A. We attempt to complete the work in the least amount of frames (so it's completed ASAP).
Thank you. It's really very interesting. Could you please explain reasons why the reads
and writes
tasks queues are executed just once a frame? Some tasks could append new tasks to queues. So the writes
tasks is being executed in the same frame, but the reads
tasks will be scheduled to the next frame. Why the fastdome
doesn't aim to execute all tasks in the current frame untill both queues will be empty?
I think, what would somewhat lessen the impact of the PR might be, if the measures and mutates would be moved to the next RAF only, once the mutation phase has started? In that case that would most likely be the intended behaviour anyway, otherwise it would cause the browser to reflow again.
I've updated the above given example.
Why the fastdome doesn't aim to execute all tasks in the current frame untill both queues will be empty?
A frame as a very short period of time. The browser only really has enough time to do one render cycle per frame. As soon as the DOM is mutated, it's 'dirty' and a render cycle is scheduled (restyle, layout and paint). If you perform a measure task while the DOM is dirty the scheduled render cycle must be brought forward and executed synchronously, which is costly.

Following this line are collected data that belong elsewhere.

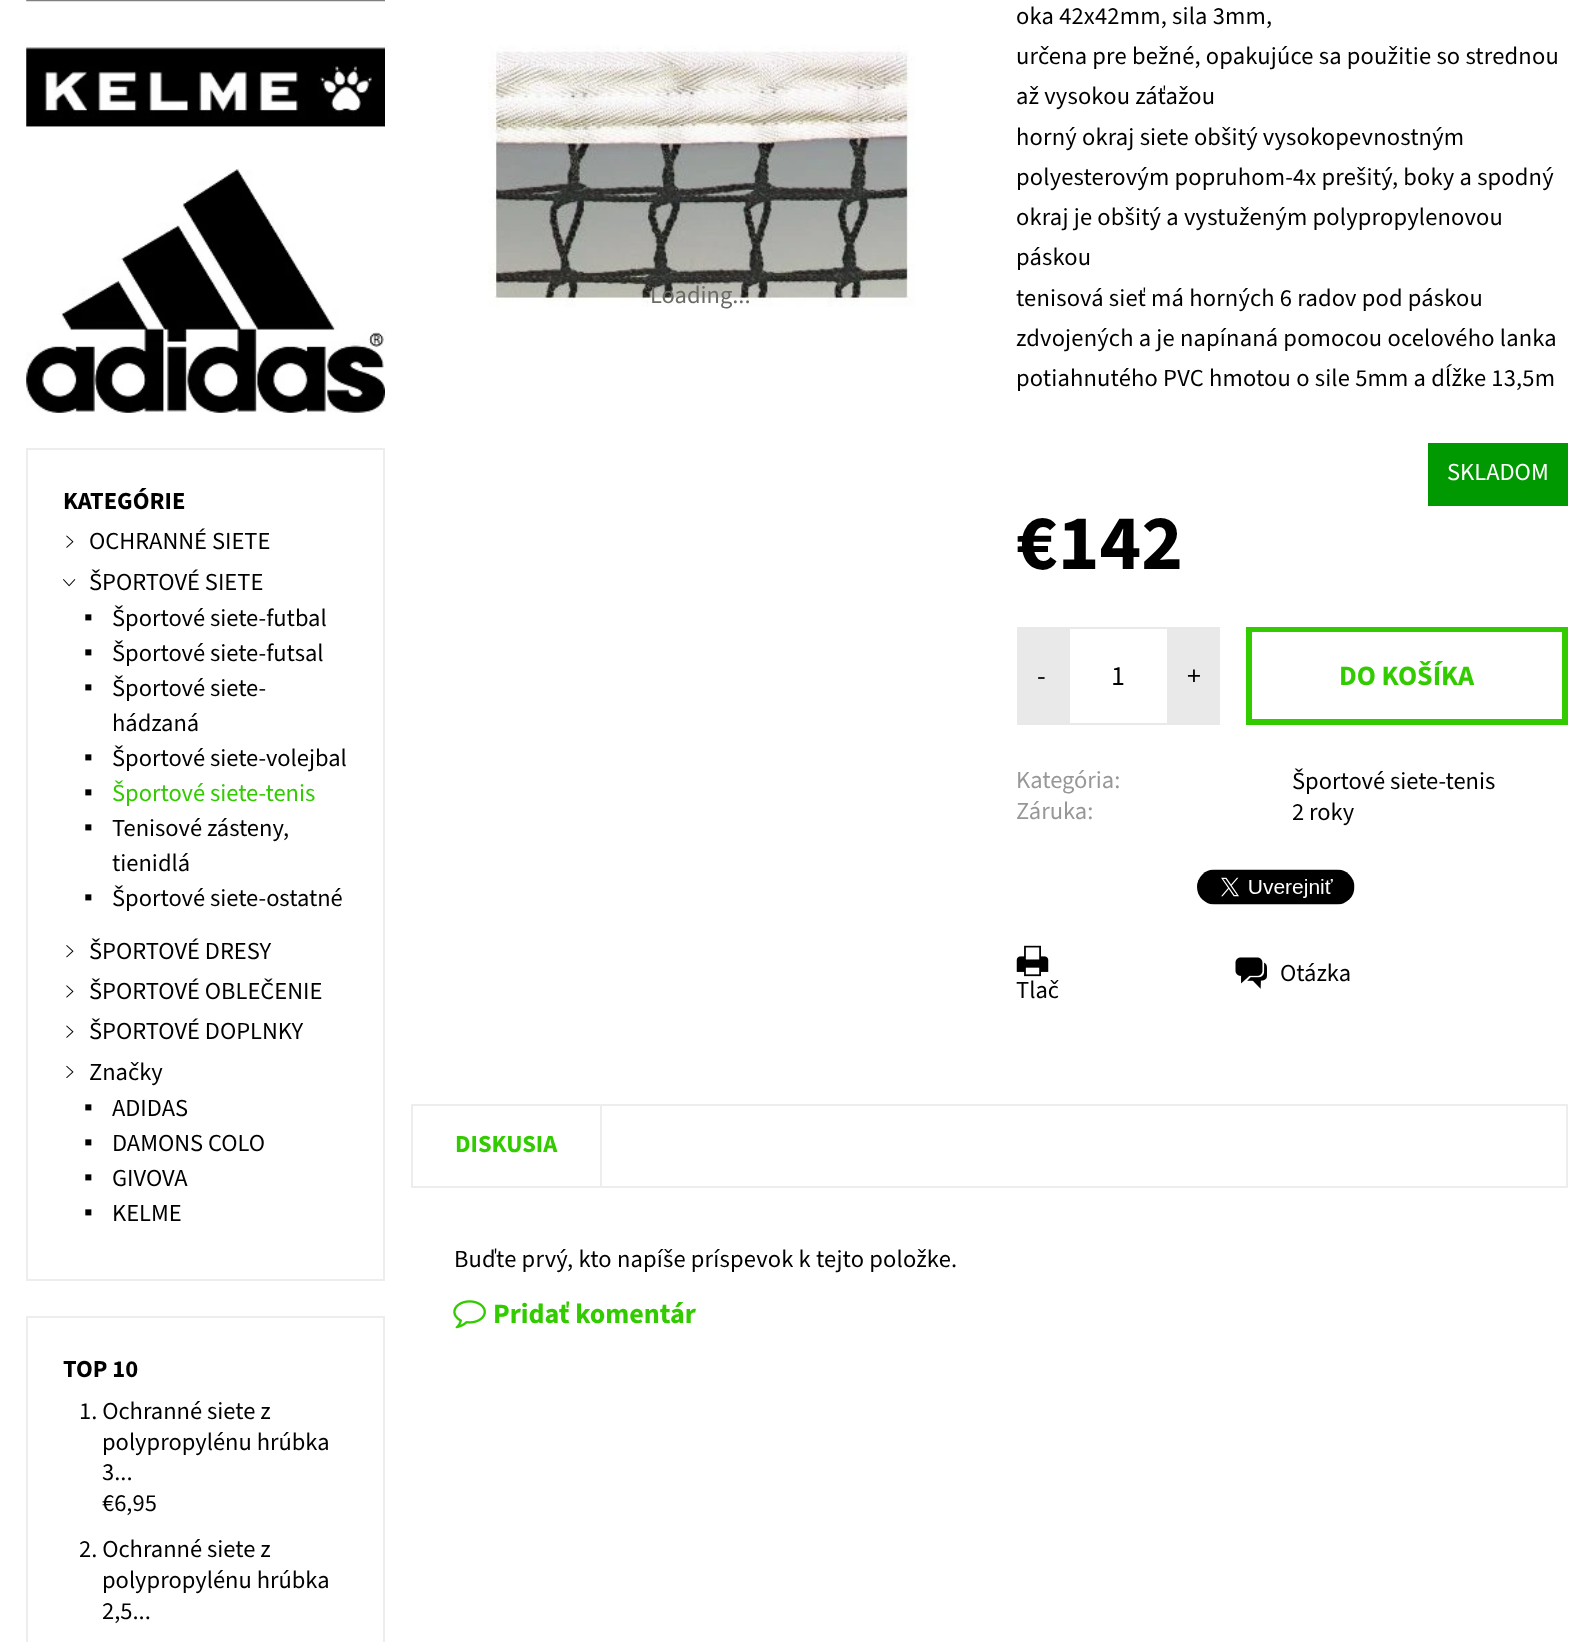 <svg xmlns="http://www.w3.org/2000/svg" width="1594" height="1642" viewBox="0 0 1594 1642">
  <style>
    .t1 { font: bold 24.5px 'Source Sans 3'; fill: #000; }
    .t2 { font: 24.5px 'Source Sans 3'; fill: #000; }
    .t3 { font: 24.5px Liberation Serif; fill: #000; }
    .t4 { font: 24.5px 'Source Sans 3'; fill: #32cb00; }
    .t5 { font: 24.5px 'Source Sans 3'; fill: #6a6a68; }
    .t6 { font: 24.5px 'Source Sans 3'; letter-spacing: 0.18px; fill: #000; }
    .t7 { font: 24.5px 'Source Sans 3'; fill: #fff; }
    .t8 { font: bold 79px 'Source Sans 3'; fill: #000; }
    .t9 { font: 28px 'Source Sans 3'; fill: #000; }
    .t10 { font: bold 28px 'Source Sans 3'; fill: #32cb00; }
    .t11 { font: 24.5px 'Source Sans 3'; fill: #989898; }
    .t12 { font: bold 24.5px 'Source Sans 3'; fill: #32cb00; }
  </style>
  <rect width="100%" height="100%" fill="#fff"/>
  <image x="26" y="0" width="359" height="2" href="images/1.png"/>
  <image x="26" y="47" width="359" height="80" href="images/2.png"/>
  <image x="26" y="169" width="359" height="244" href="images/3.png"/>
  <rect x="27" y="449" width="357" height="831" fill="none" stroke="#ededed" stroke-width="2"/>
  <text x="63" y="509" class="t1">KATEGÓRIE</text>
  <image x="66" y="535" width="8" height="13" href="images/4.png"/>
  <text x="89" y="549" class="t2">OCHRANNÉ SIETE</text>
  <image x="63" y="579" width="13" height="8" href="images/5.png"/>
  <text x="89" y="590" class="t2">ŠPORTOVÉ SIETE</text>
  <text x="84" y="625" class="t3">▪</text>
  <text x="112" y="626" class="t2">Športové siete-futbal</text>
  <text x="84" y="660" class="t3">▪</text>
  <text x="112" y="661" class="t2">Športové siete-futsal</text>
  <text x="84" y="695" class="t3">▪</text>
  <text x="112" y="696" class="t2">Športové siete-</text>
  <text x="112" y="731" class="t2">hádzaná</text>
  <text x="84" y="765" class="t3">▪</text>
  <text x="112" y="766" class="t2">Športové siete-volejbal</text>
  <text x="84" y="800" class="t3">▪</text>
  <text x="112" y="801" class="t4">Športové siete-tenis</text>
  <text x="84" y="835" class="t3">▪</text>
  <text x="112" y="836" class="t2">Tenisové zásteny,</text>
  <text x="112" y="871" class="t2">tienidlá</text>
  <text x="84" y="905" class="t3">▪</text>
  <text x="112" y="906" class="t2">Športové siete-ostatné</text>
  <image x="66" y="945" width="8" height="13" href="images/6.png"/>
  <text x="89" y="959" class="t2">ŠPORTOVÉ DRESY</text>
  <image x="66" y="985" width="8" height="13" href="images/7.png"/>
  <text x="89" y="999" class="t2">ŠPORTOVÉ OBLEČENIE</text>
  <image x="66" y="1025" width="8" height="13" href="images/4.png"/>
  <text x="89" y="1039" class="t2">ŠPORTOVÉ DOPLNKY</text>
  <image x="66" y="1065" width="8" height="13" href="images/8.png"/>
  <text x="89" y="1080" class="t2">Značky</text>
  <text x="84" y="1115" class="t3">▪</text>
  <text x="112" y="1116" class="t2">ADIDAS</text>
  <text x="84" y="1150" class="t3">▪</text>
  <text x="112" y="1151" class="t2">DAMONS COLO</text>
  <text x="84" y="1185" class="t3">▪</text>
  <text x="112" y="1186" class="t2">GIVOVA</text>
  <text x="84" y="1220" class="t3">▪</text>
  <text x="112" y="1221" class="t2">KELME</text>
  <rect x="27" y="1317" width="357" height="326" fill="none" stroke="#ededed" stroke-width="2"/>
  <text x="63" y="1377" class="t1">TOP 10</text>
  <text x="79" y="1419" class="t2">1. Ochranné siete z</text>
  <text x="102" y="1450" class="t2">polypropylénu hrúbka</text>
  <text x="102" y="1480" class="t2">3...</text>
  <text x="102" y="1511" class="t2">€6,95</text>
  <text x="79" y="1557" class="t2">2. Ochranné siete z</text>
  <text x="102" y="1588" class="t2">polypropylénu hrúbka</text>
  <text x="102" y="1619" class="t2">2,5...</text>
  <image x="488" y="45" width="427" height="262" href="images/9.png"/>
  <text x="650" y="303" class="t5">Loading...</text>
  <text x="1016" y="24" class="t6">oka 42x42mm, sila 3mm,</text>
  <text x="1016" y="64" class="t6">určena pre bežné, opakujúce sa použitie so strednou</text>
  <text x="1016" y="104" class="t6">až vysokou záťažou</text>
  <text x="1016" y="145" class="t6">horný okraj siete obšitý vysokopevnostným</text>
  <text x="1016" y="185" class="t6">polyesterovým popruhom-4x prešitý, boky a spodný</text>
  <text x="1016" y="225" class="t6">okraj je obšitý a vystuženým polypropylenovou</text>
  <text x="1016" y="265" class="t6">páskou</text>
  <text x="1016" y="306" class="t6">tenisová sieť má horných 6 radov pod páskou</text>
  <text x="1016" y="346" class="t6">zdvojených a je napínaná pomocou ocelového lanka</text>
  <text x="1016" y="386" class="t6">potiahnutého PVC hmotou o sile 5mm a dĺžke 13,5m</text>
  <rect x="1428" y="443" width="140" height="63" fill="#009901"/>
  <text x="1447" y="480" class="t7">SKLADOM</text>
  <text x="1016" y="569" class="t8">€142</text>
  <rect x="1017" y="627" width="51" height="98" fill="#e9e9e9"/>
  <text x="1037" y="685" class="t9">-</text>
  <rect x="1069" y="628" width="99" height="96" fill="none" stroke="#e9e9e9" stroke-width="2"/>
  <text x="1111" y="685" class="t9">1</text>
  <rect x="1169" y="627" width="51" height="98" fill="#e9e9e9"/>
  <text x="1187" y="685" class="t9">+</text>
  <rect x="1250" y="630" width="314" height="91" fill="none" stroke="#32cb00" stroke-width="4"/>
  <rect x="1247" y="628" width="320" height="96" fill="none" stroke="#32cb00" stroke-width="2"/>
  <text x="1339" y="685" class="t10">DO KOŠÍKA</text>
  <text x="1016" y="788" class="t11">Kategória:</text>
  <text x="1292" y="789" class="t2">Športové siete-tenis</text>
  <text x="1016" y="819" class="t11">Záruka:</text>
  <text x="1292" y="820" class="t2">2 roky</text>
  <image x="1197" y="869" width="158" height="36" href="images/10.png"/>
  <image x="1235" y="957" width="32" height="32" href="images/11.png"/>
  <text x="1280" y="981" class="t2">Otázka</text>
  <image x="1016" y="945" width="33" height="32" href="images/12.png"/>
  <text x="1016" y="998" class="t2">Tlač</text>
  <rect x="412" y="1105" width="1155" height="82" fill="none" stroke="#ededed" stroke-width="2"/>
  <rect x="600" y="1106" width="2" height="81" fill="#ededed"/>
  <text x="455" y="1152" class="t12">DISKUSIA</text>
  <text x="454" y="1267" class="t6">Buďte prvý, kto napíše príspevok k tejto položke.</text>
  <image x="453" y="1300" width="33" height="29" href="images/13.png"/>
  <text x="493" y="1323" class="t10">Pridať komentár</text>
</svg>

Fastdom's job is to take the given tasks and execute them at the best times, that work with (not against) the browser's render model. Shoving all the work into one frame would result in render cycles per frame, which will cause jank.
So just to clarify
Current behaviour:
fastdom.measure(() => { // frame 1
fastdom.measure(() => {}); // frame 1
fastdom.mutate(() => {}); // frame 2
});
Behaviour with suggested change:
fastdom.measure(() => { // frame 1
fastdom.measure(() => {}); // frame 2 <--
fastdom.mutate(() => {}); // frame 2
});
I'm going to ask the wise @rowanbeentje. He has a lot of experience running fastdom in production. @rowanbeentje thoughts on the above suggestion?
Current behaviour:
fastdom.measure(() => { // frame 1 fastdom.measure(() => {}); // frame 1 fastdom.mutate(() => {}); // frame 2 });
No, here everything is executed in the correct order in the first frame: http://codepen.io/anon/pen/oBrXYa
The problem is with:
fastdom.mutate(() => { // frame 1
fastdom.measure(() => {}); // frame 2
fastdom.mutate(() => {}); // frame 1
});
If one tries to enqueue a measure:mutate pair during a flush, it is possible that the mutate is executed before the measure. This PR tries to resolve that.